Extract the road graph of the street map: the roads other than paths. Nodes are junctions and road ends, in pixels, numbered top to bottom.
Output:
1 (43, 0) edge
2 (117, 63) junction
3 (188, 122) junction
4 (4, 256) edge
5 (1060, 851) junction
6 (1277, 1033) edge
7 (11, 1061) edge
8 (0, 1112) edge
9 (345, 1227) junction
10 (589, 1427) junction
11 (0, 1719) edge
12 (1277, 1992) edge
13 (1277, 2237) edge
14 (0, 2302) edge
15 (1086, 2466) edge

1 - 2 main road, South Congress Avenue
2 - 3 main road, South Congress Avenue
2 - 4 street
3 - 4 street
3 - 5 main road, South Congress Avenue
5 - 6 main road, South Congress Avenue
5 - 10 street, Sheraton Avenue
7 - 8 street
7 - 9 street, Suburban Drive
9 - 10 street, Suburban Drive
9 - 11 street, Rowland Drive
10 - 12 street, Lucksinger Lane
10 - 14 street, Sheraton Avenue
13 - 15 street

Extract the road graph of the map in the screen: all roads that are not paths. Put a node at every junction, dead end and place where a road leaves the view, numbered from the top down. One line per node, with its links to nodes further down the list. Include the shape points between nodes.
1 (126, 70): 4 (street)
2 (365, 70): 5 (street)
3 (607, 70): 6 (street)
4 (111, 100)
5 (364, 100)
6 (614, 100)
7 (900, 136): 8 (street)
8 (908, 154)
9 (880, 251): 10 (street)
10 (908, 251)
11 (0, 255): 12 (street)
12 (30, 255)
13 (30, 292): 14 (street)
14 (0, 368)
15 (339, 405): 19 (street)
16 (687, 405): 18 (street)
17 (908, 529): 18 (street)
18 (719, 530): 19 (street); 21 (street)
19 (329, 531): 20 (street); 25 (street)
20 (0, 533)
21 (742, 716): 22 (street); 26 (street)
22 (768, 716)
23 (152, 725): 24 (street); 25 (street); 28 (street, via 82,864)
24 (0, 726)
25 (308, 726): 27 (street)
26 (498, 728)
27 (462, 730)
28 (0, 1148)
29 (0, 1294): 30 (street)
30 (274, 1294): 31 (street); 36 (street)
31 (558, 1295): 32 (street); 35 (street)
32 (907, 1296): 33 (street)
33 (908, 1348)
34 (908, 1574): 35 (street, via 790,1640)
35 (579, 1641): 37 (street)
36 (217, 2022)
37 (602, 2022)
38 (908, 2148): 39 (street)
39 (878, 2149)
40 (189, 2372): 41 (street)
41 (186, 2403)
- - - -
WORK TO BE COMPLETED » Prepare a faithful transcription of the material above, with nothing altered.

TASK RESULT »
Extract the road graph of the street map: the roads other than paths. Nodes are junctions and road ends, in pixels, numbered top to bottom.
Output:
1 (43, 0) edge
2 (117, 63) junction
3 (188, 122) junction
4 (4, 256) edge
5 (1060, 851) junction
6 (1277, 1033) edge
7 (11, 1061) edge
8 (0, 1112) edge
9 (345, 1227) junction
10 (589, 1427) junction
11 (0, 1719) edge
12 (1277, 1992) edge
13 (1277, 2237) edge
14 (0, 2302) edge
15 (1086, 2466) edge

1 - 2 main road, South Congress Avenue
2 - 3 main road, South Congress Avenue
2 - 4 street
3 - 4 street
3 - 5 main road, South Congress Avenue
5 - 6 main road, South Congress Avenue
5 - 10 street, Sheraton Avenue
7 - 8 street
7 - 9 street, Suburban Drive
9 - 10 street, Suburban Drive
9 - 11 street, Rowland Drive
10 - 12 street, Lucksinger Lane
10 - 14 street, Sheraton Avenue
13 - 15 street

Extract the road graph of the map in the screen: all roads that are not paths. Put a node at every junction, dead end and place where a road leaves the view, numbered from the top down. One line per node, with its links to nodes further down the list. Include the shape points between nodes.
1 (126, 70): 4 (street)
2 (365, 70): 5 (street)
3 (607, 70): 6 (street)
4 (111, 100)
5 (364, 100)
6 (614, 100)
7 (900, 136): 8 (street)
8 (908, 154)
9 (880, 251): 10 (street)
10 (908, 251)
11 (0, 255): 12 (street)
12 (30, 255)
13 (30, 292): 14 (street)
14 (0, 368)
15 (339, 405): 19 (street)
16 (687, 405): 18 (street)
17 (908, 529): 18 (street)
18 (719, 530): 19 (street); 21 (street)
19 (329, 531): 20 (street); 25 (street)
20 (0, 533)
21 (742, 716): 22 (street); 26 (street)
22 (768, 716)
23 (152, 725): 24 (street); 25 (street); 28 (street, via 82,864)
24 (0, 726)
25 (308, 726): 27 (street)
26 (498, 728)
27 (462, 730)
28 (0, 1148)
29 (0, 1294): 30 (street)
30 (274, 1294): 31 (street); 36 (street)
31 (558, 1295): 32 (street); 35 (street)
32 (907, 1296): 33 (street)
33 (908, 1348)
34 (908, 1574): 35 (street, via 790,1640)
35 (579, 1641): 37 (street)
36 (217, 2022)
37 (602, 2022)
38 (908, 2148): 39 (street)
39 (878, 2149)
40 (189, 2372): 41 (street)
41 (186, 2403)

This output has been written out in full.